The paper tackles the underexplored design and analysis of error-bounded Piecewise Linear Approximation (ε-PLA) algorithms in learned index structures, establishing an improved lower bound of Ω(κ·ε²) on expected segment coverage and benchmarking state-of-the-art algorithms to highlight trade-offs in model accuracy, size, and query performance.

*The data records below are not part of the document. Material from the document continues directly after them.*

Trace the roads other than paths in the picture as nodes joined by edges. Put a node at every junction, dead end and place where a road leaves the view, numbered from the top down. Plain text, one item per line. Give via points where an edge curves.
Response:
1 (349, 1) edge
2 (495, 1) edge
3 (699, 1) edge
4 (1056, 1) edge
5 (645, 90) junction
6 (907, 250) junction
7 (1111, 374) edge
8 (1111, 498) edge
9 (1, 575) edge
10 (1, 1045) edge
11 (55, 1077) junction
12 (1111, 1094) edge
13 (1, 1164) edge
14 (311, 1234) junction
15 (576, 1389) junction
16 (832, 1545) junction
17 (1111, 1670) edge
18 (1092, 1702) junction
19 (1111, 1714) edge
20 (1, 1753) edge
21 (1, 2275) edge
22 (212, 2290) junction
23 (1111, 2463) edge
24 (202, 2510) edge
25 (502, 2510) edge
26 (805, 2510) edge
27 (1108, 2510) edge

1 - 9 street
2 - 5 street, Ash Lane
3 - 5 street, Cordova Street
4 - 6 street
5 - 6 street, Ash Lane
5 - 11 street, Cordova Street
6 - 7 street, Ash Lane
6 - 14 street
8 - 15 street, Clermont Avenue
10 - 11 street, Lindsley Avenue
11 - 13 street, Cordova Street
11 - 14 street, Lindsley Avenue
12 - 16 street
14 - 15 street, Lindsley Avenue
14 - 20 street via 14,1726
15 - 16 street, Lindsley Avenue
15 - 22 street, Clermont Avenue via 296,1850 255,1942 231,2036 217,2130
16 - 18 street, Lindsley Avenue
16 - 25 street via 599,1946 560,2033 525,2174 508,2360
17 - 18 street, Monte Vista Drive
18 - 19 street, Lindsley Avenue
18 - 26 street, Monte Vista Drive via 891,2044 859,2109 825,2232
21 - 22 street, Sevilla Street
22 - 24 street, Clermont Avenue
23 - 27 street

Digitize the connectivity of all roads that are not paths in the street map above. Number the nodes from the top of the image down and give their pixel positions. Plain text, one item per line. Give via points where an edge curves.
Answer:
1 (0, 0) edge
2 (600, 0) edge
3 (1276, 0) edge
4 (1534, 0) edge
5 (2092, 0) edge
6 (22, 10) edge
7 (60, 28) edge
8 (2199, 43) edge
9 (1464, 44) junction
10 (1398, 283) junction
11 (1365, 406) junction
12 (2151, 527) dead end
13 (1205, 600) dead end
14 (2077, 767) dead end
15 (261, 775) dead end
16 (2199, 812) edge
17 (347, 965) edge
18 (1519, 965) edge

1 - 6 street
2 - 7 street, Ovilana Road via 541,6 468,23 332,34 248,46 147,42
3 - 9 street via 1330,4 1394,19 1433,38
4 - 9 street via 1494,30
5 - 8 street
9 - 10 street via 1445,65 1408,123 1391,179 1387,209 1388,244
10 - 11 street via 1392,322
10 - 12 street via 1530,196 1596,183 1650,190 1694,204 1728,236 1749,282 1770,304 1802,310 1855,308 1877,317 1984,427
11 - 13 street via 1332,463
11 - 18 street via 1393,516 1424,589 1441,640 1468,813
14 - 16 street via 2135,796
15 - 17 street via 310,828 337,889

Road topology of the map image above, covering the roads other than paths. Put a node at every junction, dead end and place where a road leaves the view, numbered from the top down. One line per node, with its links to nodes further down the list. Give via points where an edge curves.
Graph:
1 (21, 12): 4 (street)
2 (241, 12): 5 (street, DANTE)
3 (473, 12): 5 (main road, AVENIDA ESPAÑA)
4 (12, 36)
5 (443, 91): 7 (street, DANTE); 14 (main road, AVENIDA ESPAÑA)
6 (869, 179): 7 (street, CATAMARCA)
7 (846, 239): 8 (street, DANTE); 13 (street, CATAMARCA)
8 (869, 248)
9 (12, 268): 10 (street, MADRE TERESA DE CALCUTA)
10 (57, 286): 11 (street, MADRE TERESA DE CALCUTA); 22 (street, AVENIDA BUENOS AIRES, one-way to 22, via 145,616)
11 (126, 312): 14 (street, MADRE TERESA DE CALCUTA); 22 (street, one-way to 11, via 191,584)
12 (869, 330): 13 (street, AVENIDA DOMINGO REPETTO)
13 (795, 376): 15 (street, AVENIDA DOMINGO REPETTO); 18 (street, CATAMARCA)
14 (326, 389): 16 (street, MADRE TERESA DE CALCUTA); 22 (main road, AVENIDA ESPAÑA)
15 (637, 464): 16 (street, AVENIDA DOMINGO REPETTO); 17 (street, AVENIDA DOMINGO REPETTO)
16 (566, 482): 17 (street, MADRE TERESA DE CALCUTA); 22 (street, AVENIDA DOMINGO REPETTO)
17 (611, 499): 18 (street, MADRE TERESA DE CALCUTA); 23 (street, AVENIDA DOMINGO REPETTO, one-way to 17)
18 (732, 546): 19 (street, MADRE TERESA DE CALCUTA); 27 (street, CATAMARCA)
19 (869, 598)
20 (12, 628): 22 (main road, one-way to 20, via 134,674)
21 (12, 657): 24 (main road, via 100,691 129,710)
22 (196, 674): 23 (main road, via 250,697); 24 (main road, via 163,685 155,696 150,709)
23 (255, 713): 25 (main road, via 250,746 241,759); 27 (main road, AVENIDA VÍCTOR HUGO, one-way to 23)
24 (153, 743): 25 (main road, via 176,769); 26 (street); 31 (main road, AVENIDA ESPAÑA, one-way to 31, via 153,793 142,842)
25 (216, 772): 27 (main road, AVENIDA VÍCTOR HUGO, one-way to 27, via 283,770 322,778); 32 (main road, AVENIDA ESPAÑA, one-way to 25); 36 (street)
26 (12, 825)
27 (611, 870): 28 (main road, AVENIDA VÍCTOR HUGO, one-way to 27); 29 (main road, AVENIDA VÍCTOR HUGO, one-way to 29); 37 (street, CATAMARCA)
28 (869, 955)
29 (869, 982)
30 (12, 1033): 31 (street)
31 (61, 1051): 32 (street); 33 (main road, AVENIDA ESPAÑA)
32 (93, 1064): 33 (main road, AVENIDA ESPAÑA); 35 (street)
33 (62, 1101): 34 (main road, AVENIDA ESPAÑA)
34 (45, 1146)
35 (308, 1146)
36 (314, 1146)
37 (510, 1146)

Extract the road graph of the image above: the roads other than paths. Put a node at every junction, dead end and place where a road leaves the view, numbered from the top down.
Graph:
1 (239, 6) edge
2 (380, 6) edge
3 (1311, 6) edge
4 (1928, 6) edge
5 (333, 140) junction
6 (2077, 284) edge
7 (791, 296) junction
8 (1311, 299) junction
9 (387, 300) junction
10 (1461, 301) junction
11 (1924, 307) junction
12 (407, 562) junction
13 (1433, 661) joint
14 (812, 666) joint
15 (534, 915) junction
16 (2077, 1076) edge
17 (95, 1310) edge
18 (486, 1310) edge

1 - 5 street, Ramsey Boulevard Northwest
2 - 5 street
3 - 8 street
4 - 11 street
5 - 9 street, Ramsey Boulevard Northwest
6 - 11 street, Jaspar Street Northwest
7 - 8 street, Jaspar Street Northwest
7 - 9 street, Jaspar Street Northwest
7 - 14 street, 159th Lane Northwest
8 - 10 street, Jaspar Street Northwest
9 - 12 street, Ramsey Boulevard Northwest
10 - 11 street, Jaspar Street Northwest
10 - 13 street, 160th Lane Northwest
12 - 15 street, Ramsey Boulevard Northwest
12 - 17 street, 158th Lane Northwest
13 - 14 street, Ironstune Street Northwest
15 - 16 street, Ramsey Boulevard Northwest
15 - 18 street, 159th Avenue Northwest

A growing trend in the database and system communities is to augment conventional index structures, such as B+-trees, with machine learning (ML) models. Among these, error-bounded Piecewise Linear Approximation ($ε$-PLA) has emerged as a popular choice due to its simplicity and effectiveness. Despite its central role in many learned indexes, the design and analysis of $ε$-PLA fitting algorithms remain underexplored. In this paper, we revisit $ε$-PLA from both theoretical and empirical perspectives, with a focus on its application in learned index structures. We first establish a fundamentally improved lower bound of $Ω(κ\cdot ε^2)$ on the expected segment coverage for existing $ε$-PLA fitting algorithms, where $κ$ is a data-dependent constant. We then present a comprehensive benchmark of state-of-the-art $ε$-PLA algorithms when used in different learned data structures. Our results highlight key trade-offs among model accuracy, model size, and query performance, providing actionable guidelines for the principled design of future learned data structures.